The Blaschkas combined stalks, pearls and a super thin barrel of glass to create this sea anemone, labeledBunodes crispa. While some glass was fused while hot, other pieces were attached once the glass had cooled.

Often the Blaschkas used other materials, such as paper, as seen in the webbing between this octopus’s tentacles. Different materials react differently to environmental conditions over time, creating a challenge for conservationists.


This oaten pipes hydroid, Tubularia indivisa, could easily be mistaken for a type of flower. The Blaschkas called the draping pearls “Tubularia grapes.”


Before creating their glass, the Blaschkas made detailed drawings from live organisms, shipments of semipreserved invertebrates and natural history texts. “The more they started making, the more well-known they became and the more access they were given,” says curator Marvin Bolt.

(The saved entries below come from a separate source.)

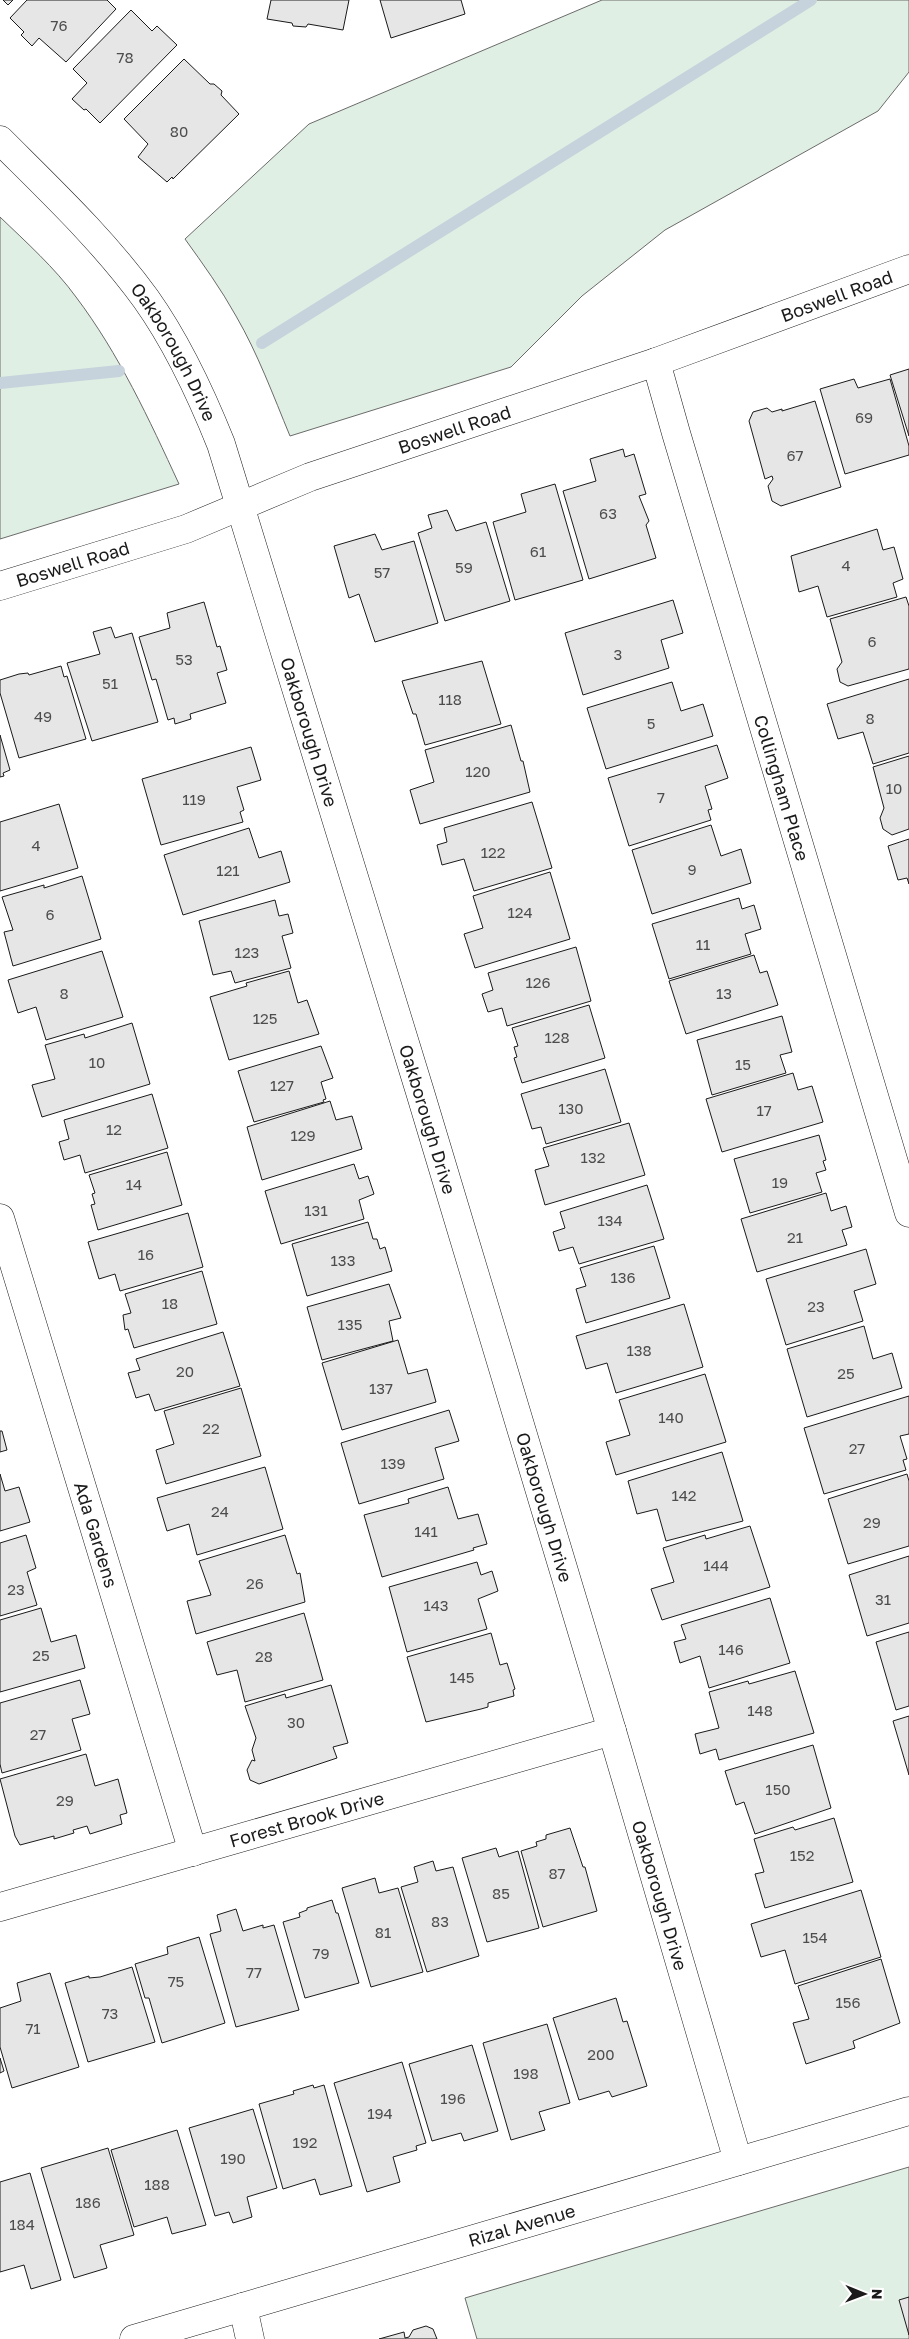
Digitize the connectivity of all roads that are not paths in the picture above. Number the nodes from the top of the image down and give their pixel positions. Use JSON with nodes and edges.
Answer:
{"nodes":[{"id":1,"x":0,"y":140,"type":"edge"},
{"id":2,"x":909,"y":269,"type":"edge"},
{"id":3,"x":656,"y":362,"type":"junction"},
{"id":4,"x":241,"y":506,"type":"junction"},
{"id":5,"x":0,"y":586,"type":"edge"},
{"id":6,"x":902,"y":1163,"type":"edge"},
{"id":7,"x":909,"y":1214,"type":"edge"},
{"id":8,"x":0,"y":1218,"type":"edge"},
{"id":9,"x":612,"y":1730,"type":"junction"},
{"id":10,"x":193,"y":1852,"type":"junction"},
{"id":11,"x":0,"y":1907,"type":"edge"},
{"id":12,"x":909,"y":2111,"type":"edge"},
{"id":13,"x":738,"y":2162,"type":"junction"},
{"id":14,"x":243,"y":2307,"type":"junction"},
{"id":15,"x":134,"y":2339,"type":"edge"},
{"id":16,"x":250,"y":2339,"type":"edge"}],
"edges":[{"from":1,"to":4,"type":"street","name":"Oakborough Drive"},
{"from":2,"to":3,"type":"street","name":"Boswell Road"},
{"from":3,"to":4,"type":"street","name":"Boswell Road"},
{"from":3,"to":6,"type":"street","name":"Collingham Place"},
{"from":4,"to":5,"type":"street","name":"Boswell Road"},
{"from":4,"to":9,"type":"street","name":"Oakborough Drive"},
{"from":6,"to":7,"type":"street","name":"Collingham Place"},
{"from":8,"to":10,"type":"street","name":"Ada Gardens"},
{"from":9,"to":10,"type":"street","name":"Forest Brook Drive"},
{"from":9,"to":13,"type":"street","name":"Oakborough Drive"},
{"from":10,"to":11,"type":"street","name":"Forest Brook Drive"},
{"from":12,"to":13,"type":"street","name":"Rizal Avenue"},
{"from":13,"to":14,"type":"street","name":"Rizal Avenue"},
{"from":14,"to":15,"type":"street","name":"Rizal Avenue"},
{"from":14,"to":16,"type":"street"}]}
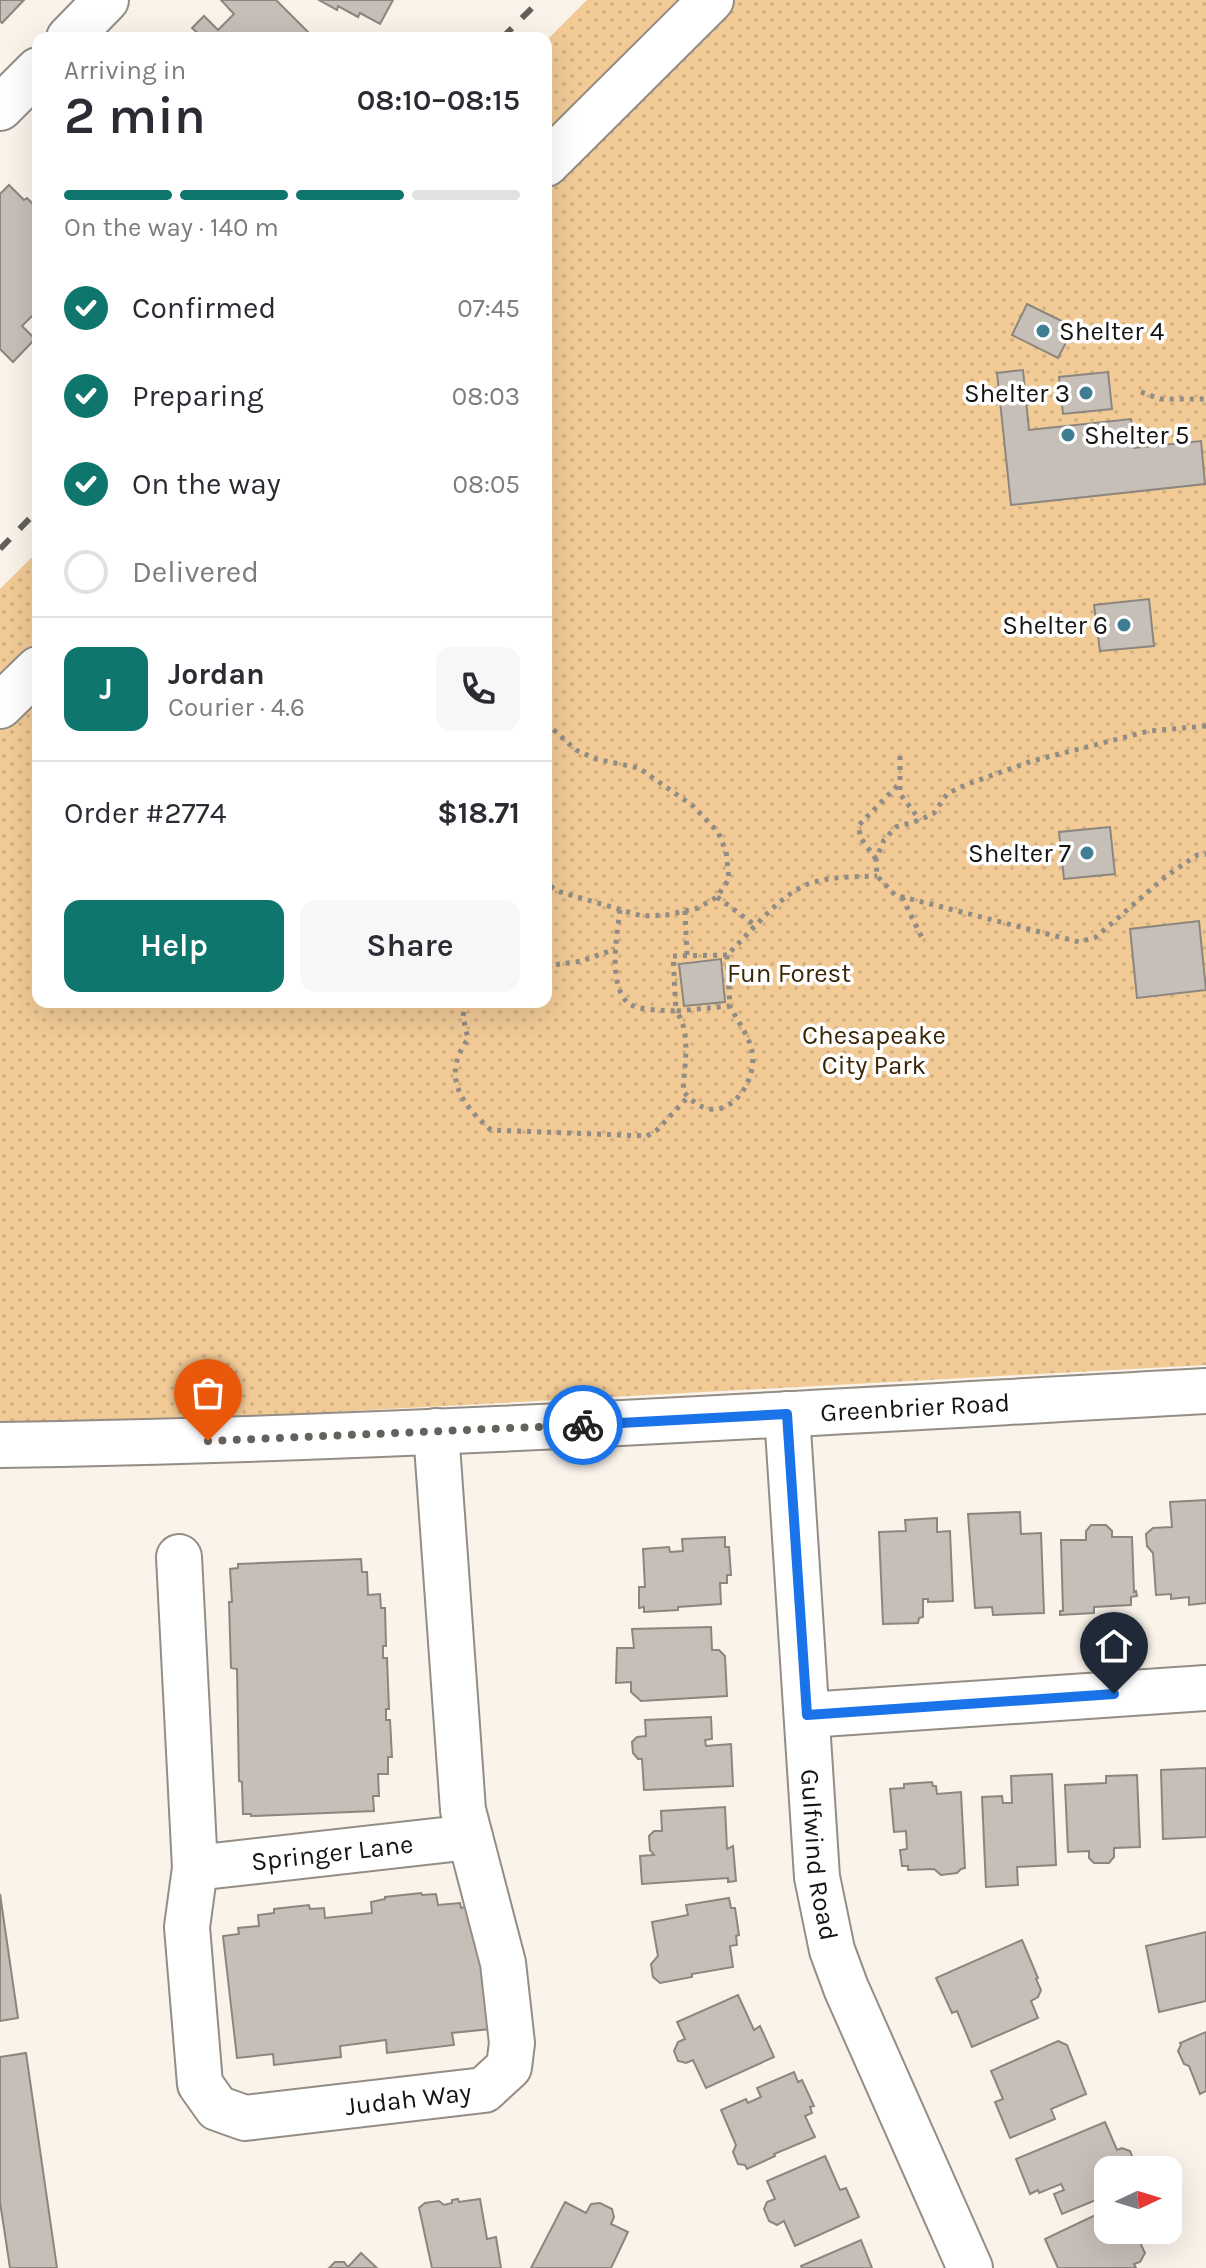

To create this sea cucumber, the Blaschkas glued glass dots onto the tubular body and then painted the body. The 15 tentacles surrounding the mouth help the creature feed

The aquarium offers a sense of the Blaschkas’ style, but it’s the room next door that provides the substance. Sketches and watercolors, bottles of colored powders, tweezers, pliers, scoops and wire, along with a demonstration video, give a fuller sense of how the Blaschkas did their work. Equally impressive are the matchboxes filled with kleine augen (“little eyes” in German) and other tiny but uniform component pieces, suggestive of an assembly line approach to handcrafting the final glass forms. A series of case studies explains how conservators stabilized the pieces, and a trailer for a related documentary, also titled Fragile Legacy, highlights the vulnerability, not of the glass, but of the real-world creatures living in warming seas.